I always refrigerate Campari, Cynar, Punt e Mes, Lillet Blanc, all vermouth, all sherry, ruby port, and pretty much anything that's wine-based or low in alcohol -- as well as St-Germain liqueur. Campari and Cynar et al do last pretty long, at least a few months, but they begin to get a musty-ish taste and you know it's starting to go. As for websites, I'm not sure. I know the Sherry Council has some guidelines for its sherries, but don't really know any others.

Hi Rangers, I'm perplexed by a problem I'm having hard-boiling eggs. I have one of those egg cooking gadgets, that I use. It does a fine job hard-boiling them, except that almost all of them end up with cracked shells when they're done. I usually cook them almost straight from the fridge. Should I be letting them get to room temperature before I start cooking them? Thanks!!

They don't need to be at room temperature. Try poking a tiny pinhole in the wide part of the shell. I poke the shells, put the eggs in a pot, cover with cold water, bring to a rolling boil, remove from heat, then cover and let the eggs sit for 20 minutes. That works well for me. Crack the shells all over--they usually peel right off.

When recipes call for x number of scallions, are they referring to the bulbs carrying any number of shoots, or the shoots themselves?

"X" means the count of whole scallions -- usually 5 to 7 in a grocery-store bunch. In Post recipes, we often call for using the white and light-green parts, which means we cut off the root end, then start cutting all the way up to where the green gets dark and a little tough.

I attended a Bar-Mitzvah over the weekend and was served Teriyaki Glazed Salmon on a bed of braised spinach, topped w/carmelized onions.
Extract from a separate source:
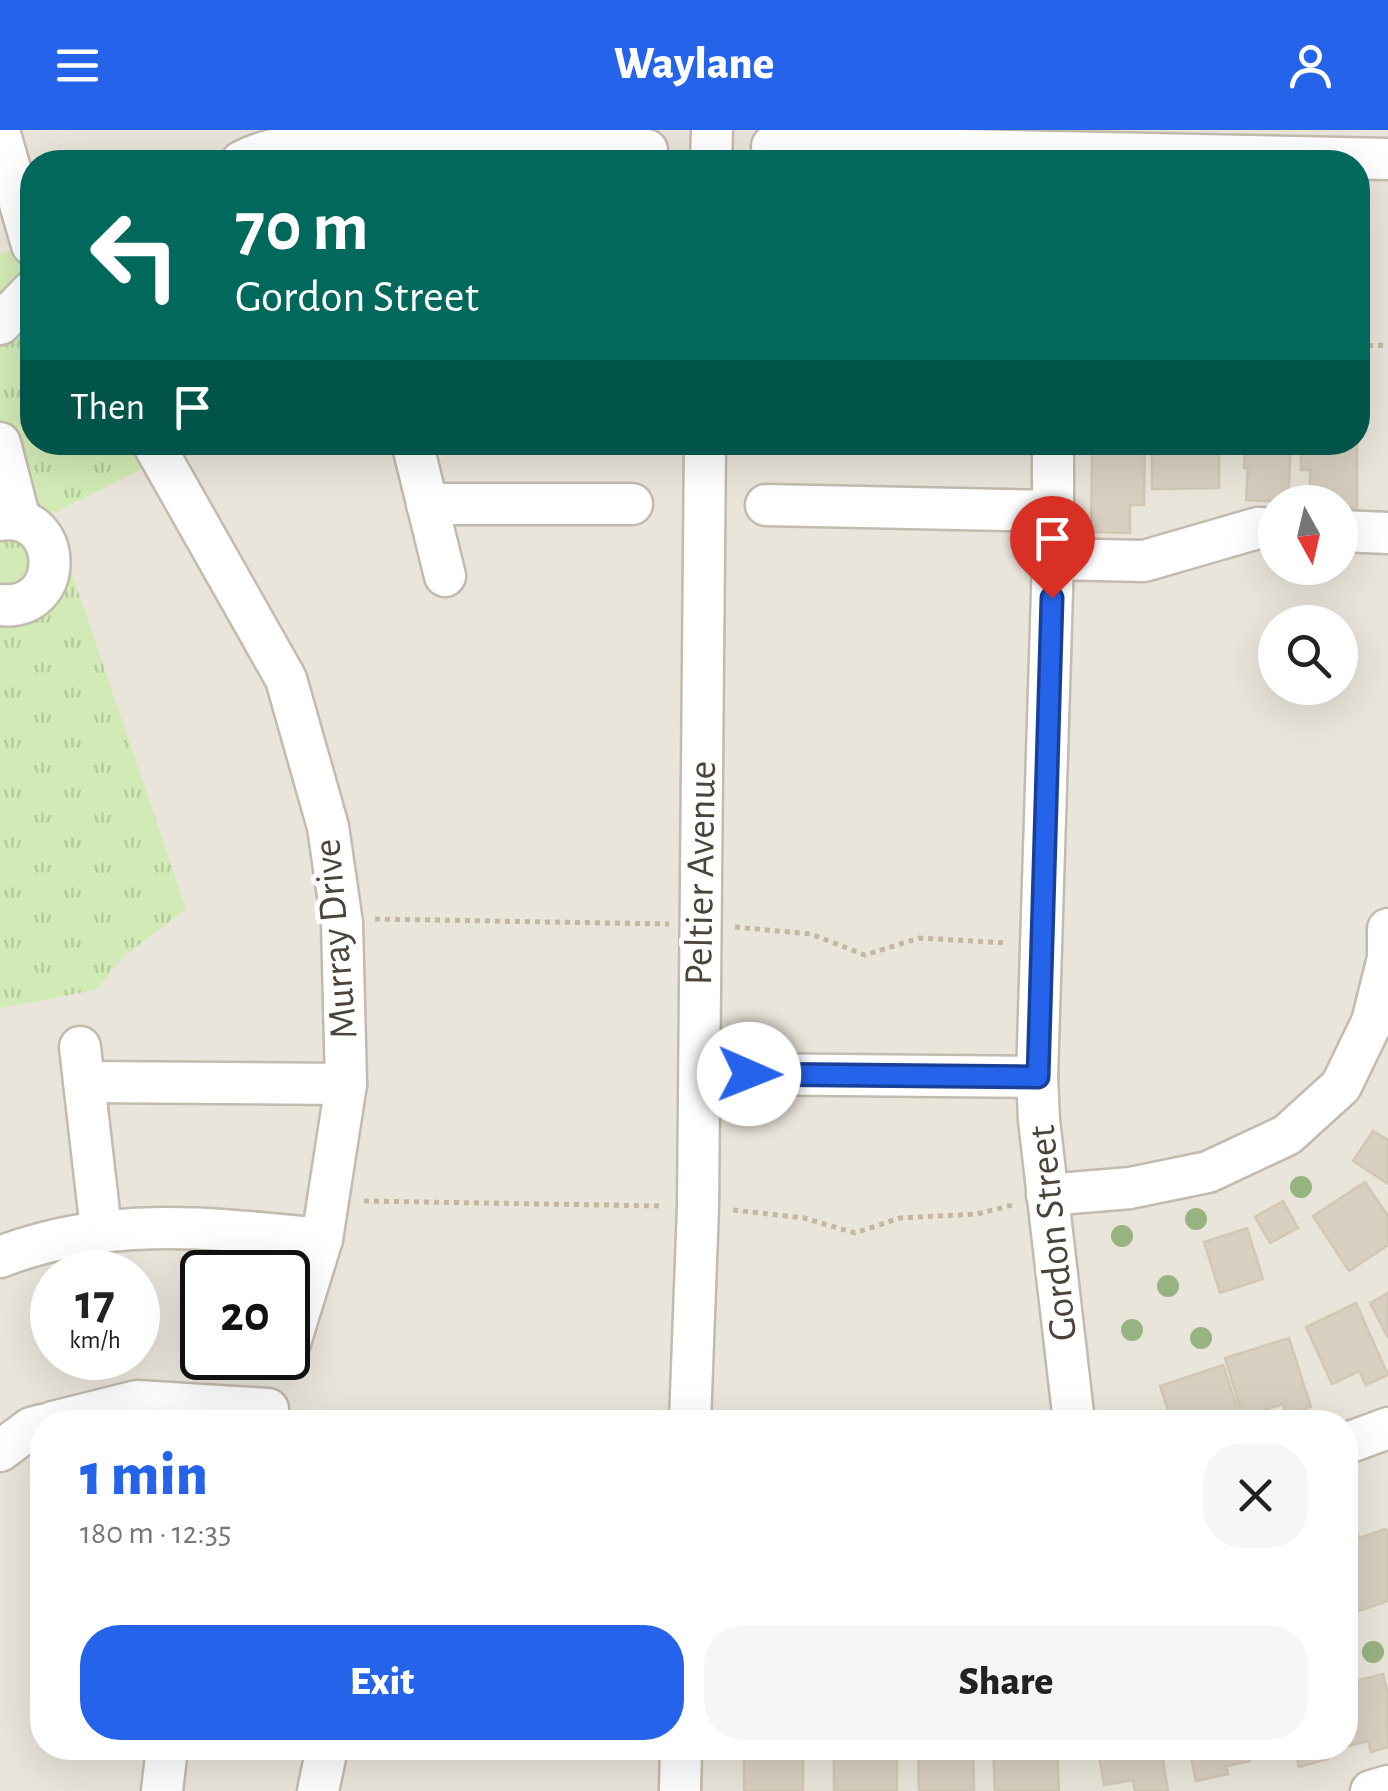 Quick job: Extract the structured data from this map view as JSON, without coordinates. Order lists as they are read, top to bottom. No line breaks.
{"streets":{"street":["Peltier Avenue","Murray Drive","Gordon Street"]},"north":"bottom","page":{"header":"Waylane","turn":["70 m","Gordon Street"],"then":"Then","speed":"17 km/h","limit":"20","heading":["1 min","180 m · 12:35"],"buttons":["Exit","Share"]}}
I can't tell you how good it was. Do you think you could help me replicate it at home please? 1) What temp do I bake salmon? 2) What is braising? 3) Is the rule with caramelizing low and slow and do I need to add liquid and/or salt/sugar?

You could try this recipe. It's chilled because it was developed to be picnic food, but you can serve it warm, right out of the oven.  We have a ton of good salmon recipes; here's a quick link to peruse.


I have to send out a hearty thank you to the food section for posting this recipe a few weeks back. I've made it about six times since you posted it (instant brownie points with the girlfriend every time - it's her favorite dish maybe ever) and distributed it to coworkers and friends who have all come back with rave reviews. Never have I forwarded a recipe to a friend who has said, "Hey, that was great!" That 5 have done so shows how amazing this simple, easy, dish is.

So glad you liked it! That was a great recipe from Stephanie Witt Sedgwick.

Sweet Potato and Chickpea Shepherd’s Pie

It's been grocery store cilantro, organic when available, but I too thought the sniff test should be weeding out duds. We're talking use in guac, finely minced for taco topping, and sprinkled on (hence warmed slightly) black bean soups. Flavor seems more like parsley, even tho I carefully did the rub-n-sniff to check for that ineffable cilantro perfume.

Maybe your cilantro gene's out of sorts? Might be good to bring in an independent taster...I'm available. :)

My daughter insists that there's no reason to refrigerate butter and bristles at cold butter when it's time for spreading . . . .my husband says it will go rancid on the counter. Who is right?

Depends, and I'm sorry to sound like a politician. If you keep it in a covered butter dish or butter bell at a cool room temperature and use it within a week or so, it's fine on the counter.

Rancid = heat, exposure to air, ingredients that could impart off-flavors. I'm going to give the edge to your daughter.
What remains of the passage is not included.